The possible ways to ensure better nutrition among women and children in resource-constrained settings like Nepal could be a combination of different measures. This includes developing and implementing mitigation strategies to reach out to those most affected by the crisis and activation and functionality of nutrition clusters at the sub-national level to ensure predictable, timely, and effective nutrition response. Similarly, program and service to protect, promote and support optimal breastfeeding and age appropriate and safe complementary feeding and feeding practices should remain a critical component of the response for women and children in the context of COVID-19. Continuity of safe motherhood services along with maternal and child nutrition interventions are required including vitamin A and deworming tablets supplementation, screening and treatment of children with acute malnutrition, distributing fortified flour to pregnant women and children above 6 months, supplying micronutrient powder, and ensuring proper counseling on infant and young child feeding practices.
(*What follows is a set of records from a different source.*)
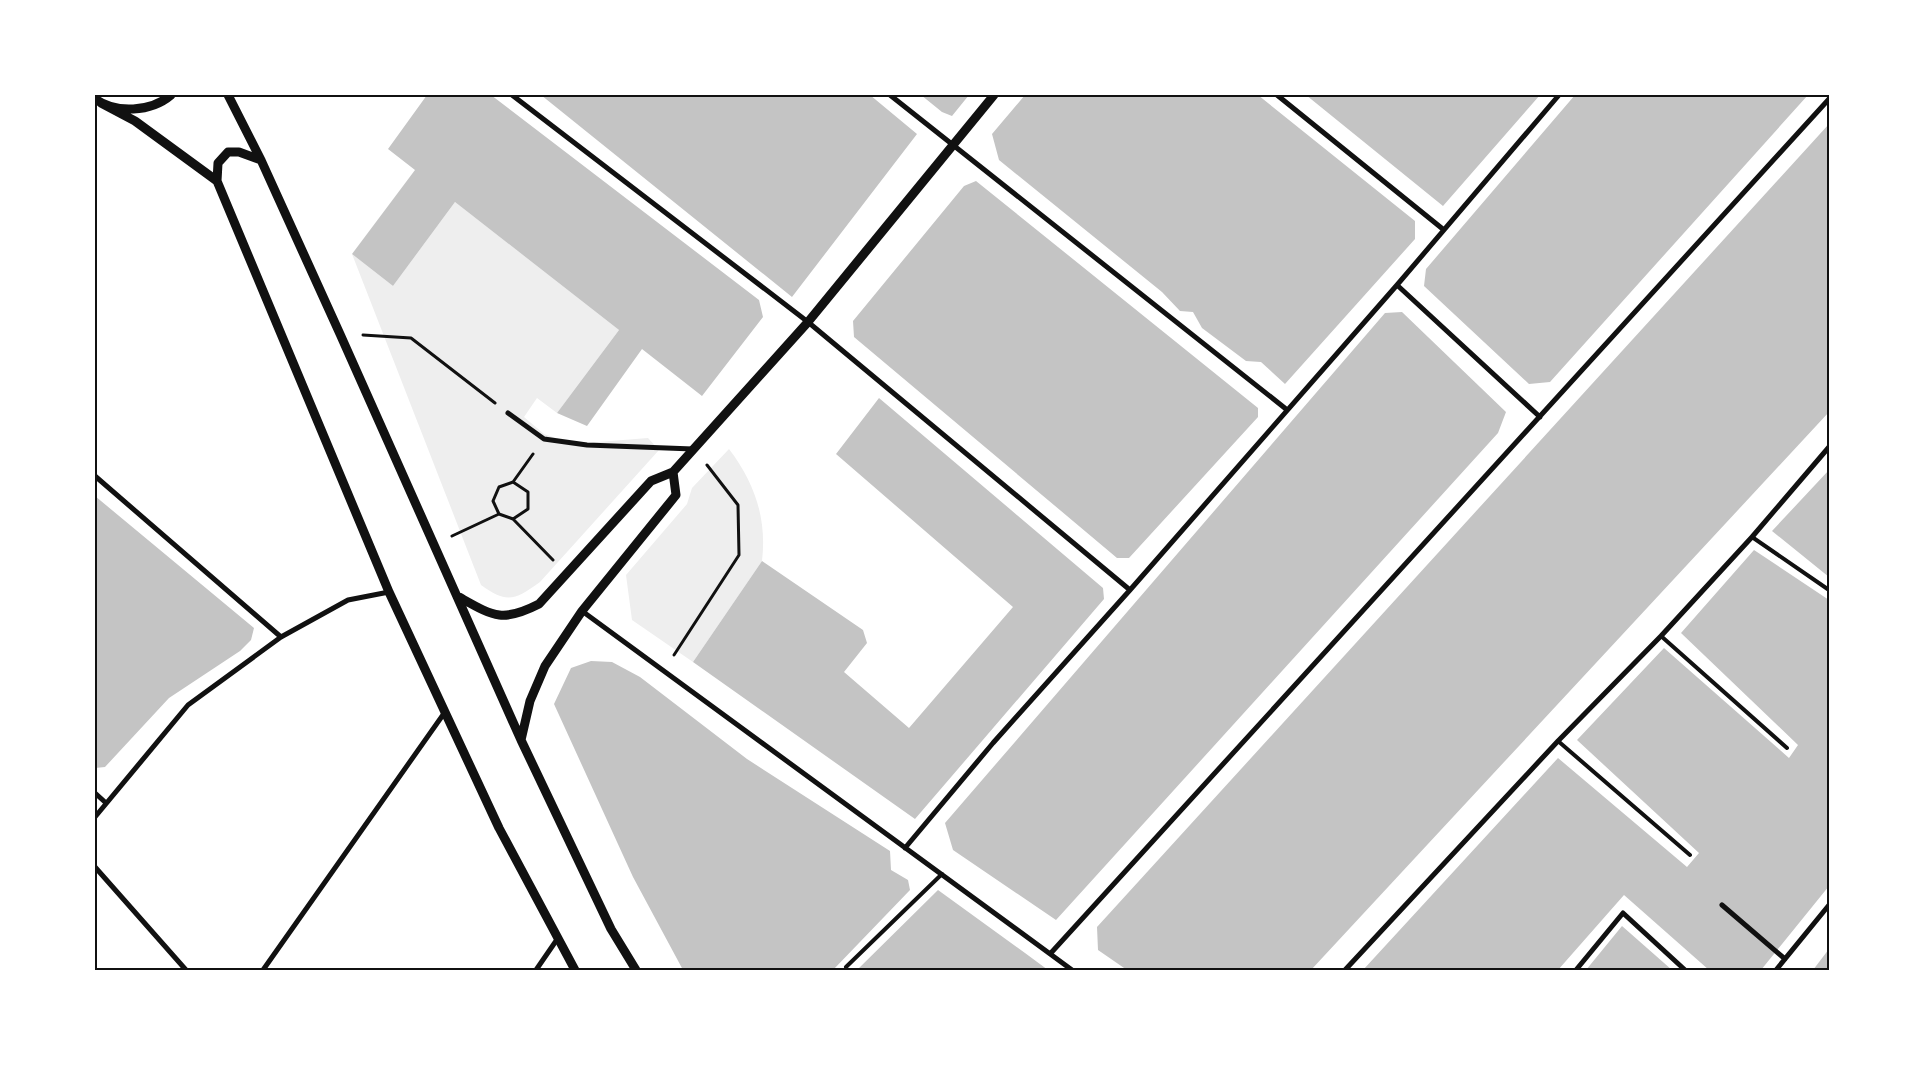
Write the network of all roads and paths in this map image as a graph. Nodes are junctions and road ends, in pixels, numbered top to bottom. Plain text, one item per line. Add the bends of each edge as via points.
1 (171, 95) edge
2 (228, 95) edge
3 (512, 95) edge
4 (890, 95) edge
5 (994, 95) edge
6 (1277, 95) edge
7 (1559, 95) edge
8 (1829, 99) edge
9 (98, 101) edge
10 (951, 145) junction
11 (261, 160) junction
12 (217, 181) junction
13 (1444, 230) junction
14 (1397, 285) junction
15 (808, 322) junction
16 (340, 334) junction
17 (1286, 409) junction
18 (508, 413) joint
19 (1540, 417) junction
20 (544, 439) junction
21 (1829, 447) edge
22 (693, 450) junction
23 (673, 472) junction
24 (95, 476) edge
25 (513, 482) junction
26 (499, 514) junction
27 (514, 519) junction
28 (1752, 537) junction
29 (435, 544) junction
30 (566, 574) junction
31 (1130, 590) junction
32 (1829, 590) edge
33 (389, 592) junction
34 (459, 597) junction
35 (582, 611) junction
36 (1661, 636) junction
37 (281, 637) junction
38 (664, 671) junction
39 (445, 712) junction
40 (521, 740) junction
41 (1558, 741) junction
42 (1787, 748) dead end
43 (95, 793) edge
44 (106, 803) junction
45 (95, 817) edge
46 (905, 848) junction
47 (1690, 855) dead end
48 (95, 867) edge
49 (942, 874) junction
50 (1722, 905) dead end
51 (1829, 905) edge
52 (558, 938) junction
53 (1050, 954) junction
54 (1785, 959) junction
55 (846, 967) dead end
56 (186, 970) edge
57 (263, 970) edge
58 (536, 970) edge
59 (575, 970) edge
60 (636, 970) edge
61 (1072, 970) edge
62 (1345, 970) edge
63 (1576, 970) edge
64 (1685, 970) edge
65 (1776, 970) edge

1 - 9 street via 144,108 122,109
2 - 11 street
3 - 15 street
4 - 10 street
5 - 10 street
6 - 13 street
7 - 13 street
8 - 19 street
9 - 12 street via 135,121
10 - 15 street
10 - 17 street
11 - 12 street via 239,152 228,152 218,163
11 - 16 street
12 - 33 street
13 - 14 street
14 - 17 street
14 - 19 street
15 - 22 street
15 - 31 street
16 - 18 path via 411,338
16 - 29 street
17 - 31 street
18 - 20 street
19 - 53 street
20 - 22 street via 587,445
20 - 25 path
21 - 28 street
22 - 23 street
22 - 38 path via 738,505 739,555
23 - 30 street via 651,481
23 - 35 street via 676,495
24 - 37 street
25 - 26 path via 499,487 493,501
25 - 27 path via 528,492 528,509
26 - 27 path
26 - 29 path
27 - 30 path
28 - 32 lane
28 - 36 street
29 - 34 street
30 - 34 street via 539,604 518,615 491,614
31 - 46 street via 993,743
33 - 37 street via 348,600
33 - 39 street
34 - 40 street
35 - 38 street
35 - 40 street via 545,666 530,701
36 - 41 street
36 - 42 lane
37 - 44 street via 188,705
38 - 46 street
39 - 52 street via 499,828
39 - 57 street
40 - 60 street via 611,929
41 - 47 lane
41 - 62 street
43 - 44 street
44 - 45 street
46 - 49 street
48 - 56 street
49 - 53 street
49 - 55 lane
50 - 54 street
51 - 54 street
52 - 58 street
52 - 59 street
53 - 61 street
54 - 65 street
63 - 64 street via 1623,913

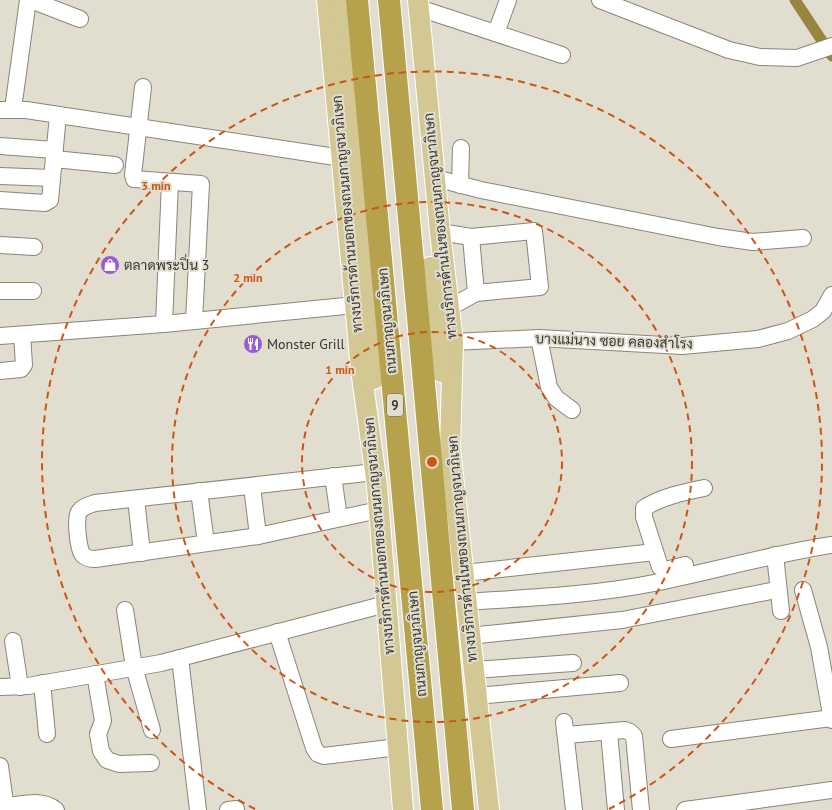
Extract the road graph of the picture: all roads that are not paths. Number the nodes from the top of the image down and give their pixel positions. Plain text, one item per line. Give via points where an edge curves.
1 (28, 0) edge
2 (31, 0) edge
3 (327, 0) edge
4 (343, 0) edge
5 (357, 0) edge
6 (389, 0) edge
7 (508, 0) edge
8 (600, 0) edge
9 (414, 3) edge
10 (80, 19) dead end
11 (496, 33) junction
12 (832, 46) edge
13 (562, 55) dead end
14 (143, 87) dead end
15 (7, 110) edge
16 (58, 115) junction
17 (137, 127) junction
18 (0, 146) edge
19 (461, 148) dead end
20 (54, 155) junction
21 (342, 158) junction
22 (116, 165) dead end
23 (0, 176) edge
24 (52, 178) junction
25 (435, 178) junction
26 (170, 182) junction
27 (460, 185) junction
28 (0, 200) edge
29 (440, 232) junction
30 (471, 237) junction
31 (803, 238) dead end
32 (0, 245) edge
33 (34, 247) dead end
34 (0, 291) edge
35 (33, 291) dead end
36 (476, 293) junction
37 (832, 296) edge
38 (355, 305) junction
39 (449, 308) junction
40 (194, 321) junction
41 (164, 324) junction
42 (22, 335) junction
43 (0, 336) edge
44 (539, 338) junction
45 (453, 342) junction
46 (0, 371) edge
47 (572, 410) dead end
48 (450, 448) junction
49 (333, 476) junction
50 (376, 479) junction
51 (252, 486) junction
52 (704, 488) dead end
53 (199, 492) junction
54 (136, 498) junction
55 (379, 510) junction
56 (339, 518) junction
57 (258, 536) junction
58 (206, 543) junction
59 (832, 545) edge
60 (142, 552) junction
61 (655, 552) junction
62 (733, 554) dead end
63 (775, 555) junction
64 (464, 573) junction
65 (803, 590) dead end
66 (771, 591) dead end
67 (466, 602) junction
68 (386, 604) junction
69 (125, 610) dead end
70 (781, 611) dead end
71 (277, 632) junction
72 (469, 636) junction
73 (13, 641) dead end
74 (825, 646) edge
75 (180, 658) junction
76 (573, 663) dead end
77 (134, 668) junction
78 (473, 670) junction
79 (95, 674) junction
80 (42, 683) junction
81 (620, 683) dead end
82 (0, 687) edge
83 (20, 687) junction
84 (476, 696) junction
85 (832, 718) edge
86 (152, 730) dead end
87 (609, 732) junction
88 (46, 734) dead end
89 (671, 739) dead end
90 (398, 747) junction
91 (151, 763) dead end
92 (0, 766) edge
93 (832, 790) edge
94 (6, 808) edge
95 (56, 810) edge
96 (198, 810) edge
97 (403, 810) edge
98 (432, 810) edge
99 (463, 810) edge
100 (489, 810) edge
101 (574, 810) edge
102 (616, 810) edge
103 (641, 810) edge
104 (685, 810) edge

1 - 15 street
2 - 10 street
3 - 21 main road, ทางบริการด้านนอกของถนนกาญจนาภิเษก
4 - 50 main road via 374,349
5 - 98 highway, ถนนกาญจนาภิเษก / 9
6 - 99 highway
7 - 11 street
8 - 12 street via 729,50 760,57 797,58
9 - 11 street
9 - 25 main road, ทางบริการด้านในของถนนกาญจนาภิเษก
9 - 48 main road via 414,99
11 - 13 street
14 - 17 street
15 - 16 street
16 - 17 street
16 - 20 street
17 - 21 street
17 - 26 street via 132,175 134,179
18 - 20 street
19 - 27 street
20 - 22 street
20 - 24 street
21 - 38 main road, ทางบริการด้านนอกของถนนกาญจนาภิเษก
23 - 24 street
24 - 28 street via 48,202
25 - 27 street
25 - 29 main road, ทางบริการด้านในของถนนกาญจนาภิเษก
26 - 40 street via 201,184
26 - 41 street
27 - 31 street via 718,237 753,242
29 - 30 street
29 - 39 main road, ทางบริการด้านในของถนนกาญจนาภิเษก
30 - 36 street
30 - 36 street via 534,232 540,287
32 - 33 street
34 - 35 street
36 - 39 street
37 - 44 street, บางแม่นาง ซอย คลองสำโรง via 813,319 788,331 758,339 682,346
38 - 40 street
38 - 50 main road, ทางบริการด้านนอกของถนนกาญจนาภิเษก
39 - 45 main road, ทางบริการด้านในของถนนกาญจนาภิเษก
40 - 41 street
41 - 42 street
42 - 43 street
42 - 46 street via 22,369
44 - 45 street, บางแม่นาง ซอย คลองสำโรง
44 - 47 street via 549,387 556,398
45 - 48 main road, ทางบริการด้านในของถนนกาญจนาภิเษก
48 - 64 main road, ทางบริการด้านในของถนนกาญจนาภิเษก
49 - 50 street
49 - 51 street
49 - 56 street
50 - 55 main road, ทางบริการด้านนอกของถนนกาญจนาภิเษก
51 - 53 street
51 - 57 street
52 - 61 street via 674,495 644,508
53 - 54 street
53 - 58 street
54 - 60 street
54 - 60 street via 85,506 77,517 80,550 83,555 95,559
55 - 56 street
55 - 68 main road, ทางบริการด้านนอกของถนนกาญจนาภิเษก
56 - 57 street
57 - 58 street
58 - 60 street
59 - 63 street
61 - 62 street via 660,568 666,570
61 - 64 street
63 - 67 street via 652,584
63 - 70 street
64 - 67 main road, ทางบริการด้านในของถนนกาญจนาภิเษก
65 - 74 street
66 - 72 street via 622,620
67 - 72 main road, ทางบริการด้านในของถนนกาญจนาภิเษก
68 - 71 street
68 - 90 main road, ทางบริการด้านนอกของถนนกาญจนาภิเษก
69 - 77 street
71 - 75 street
71 - 90 street via 318,754 324,756
72 - 78 main road, ทางบริการด้านในของถนนกาญจนาภิเษก
73 - 83 street
74 - 85 street
75 - 77 street
75 - 96 street
76 - 78 street
77 - 79 street
77 - 86 street
78 - 84 main road, ทางบริการด้านในของถนนกาญจนาภิเษก
79 - 80 street
79 - 91 street via 103,721 98,734 101,751 107,760 119,764
80 - 83 street
80 - 88 street
81 - 84 street
82 - 83 street
84 - 100 main road, ทางบริการด้านในของถนนกาญจนาภิเษก
85 - 89 street
87 - 101 street via 565,728
87 - 102 street
87 - 103 street via 625,730 634,736
90 - 97 main road, ทางบริการด้านนอกของถนนกาญจนาภิเษก
92 - 94 street
93 - 104 street
94 - 95 street via 39,803 52,806

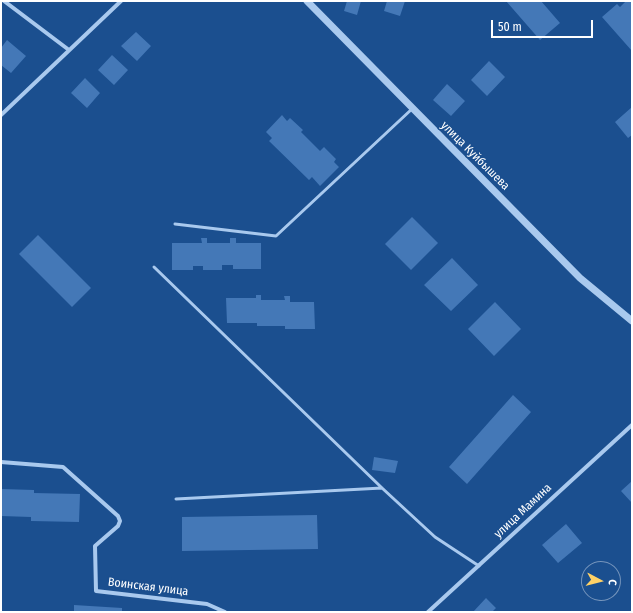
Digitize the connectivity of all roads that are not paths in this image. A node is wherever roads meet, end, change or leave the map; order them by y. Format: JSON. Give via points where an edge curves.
{"nodes":[{"id":1,"x":4,"y":1,"type":"edge"},
{"id":2,"x":121,"y":1,"type":"edge"},
{"id":3,"x":307,"y":1,"type":"edge"},
{"id":4,"x":70,"y":50,"type":"junction"},
{"id":5,"x":413,"y":108,"type":"junction"},
{"id":6,"x":1,"y":115,"type":"edge"},
{"id":7,"x":175,"y":224,"type":"dead end"},
{"id":8,"x":154,"y":267,"type":"dead end"},
{"id":9,"x":632,"y":321,"type":"edge"},
{"id":10,"x":632,"y":425,"type":"edge"},
{"id":11,"x":1,"y":462,"type":"edge"},
{"id":12,"x":382,"y":488,"type":"junction"},
{"id":13,"x":176,"y":499,"type":"dead end"},
{"id":14,"x":479,"y":566,"type":"junction"},
{"id":15,"x":225,"y":612,"type":"edge"},
{"id":16,"x":428,"y":612,"type":"edge"}],
"edges":[{"from":1,"to":4,"type":"street"},
{"from":2,"to":4,"type":"street"},
{"from":3,"to":5,"type":"street","name":"улица Куйбышева"},
{"from":4,"to":6,"type":"street"},
{"from":5,"to":7,"type":"lane","via":[[276,236]]},
{"from":5,"to":9,"type":"street","name":"улица Куйбышева","via":[[580,278]]},
{"from":8,"to":12,"type":"lane"},
{"from":10,"to":14,"type":"street","name":"улица Мамина"},
{"from":11,"to":15,"type":"street","name":"Воинская улица","via":[[62,467],[118,516],[118,526],[94,546],[96,591],[207,604]]},
{"from":12,"to":13,"type":"lane"},
{"from":12,"to":14,"type":"lane","via":[[435,537]]},
{"from":14,"to":16,"type":"street","name":"улица Мамина"}]}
Similarly, mass awareness campaigns on the importance of breastfeeding, complementary feeding, and feeding during pregnancy and breastfeeding children should be done through various sources of media including mobile text messages. Counseling and psychological support to mothers and caregivers of under 5-year children is also required to promote nutrition, health, and wellbeing. Continuation of services through outpatient therapeutic centers to treat malnourished children by applying the simplified treatment approach like reducing the number of visits and by increasing the ratio of ready to use therapeutic food to be taken to the home is required to minimize the risk of contamination. Equally important is ensuring nutrition commodities are available and accessible, market supply should not be disrupted and promotion of the locally available nutritious foods should be done. In food-insecure areas where communities have limited access to adequate food, strategies such as the distribution of specialized nutritious food (e.g. supply of fortified flour) can be done.

Conclusion

Being an issue of serious concern, it would be appropriate for Nepal and other similar resource constrained settings to focus its efforts on addressing the nutrition of women and children for building healthier societies. Focusing only on COVID-19 might bring forward other health consequences which could strain the capacity of the health system and country’s socio-economic potential. Nutrition should thus be a core component of the COVID-19 response plan, integrated into each aspect of prevention, treatment, and recovery.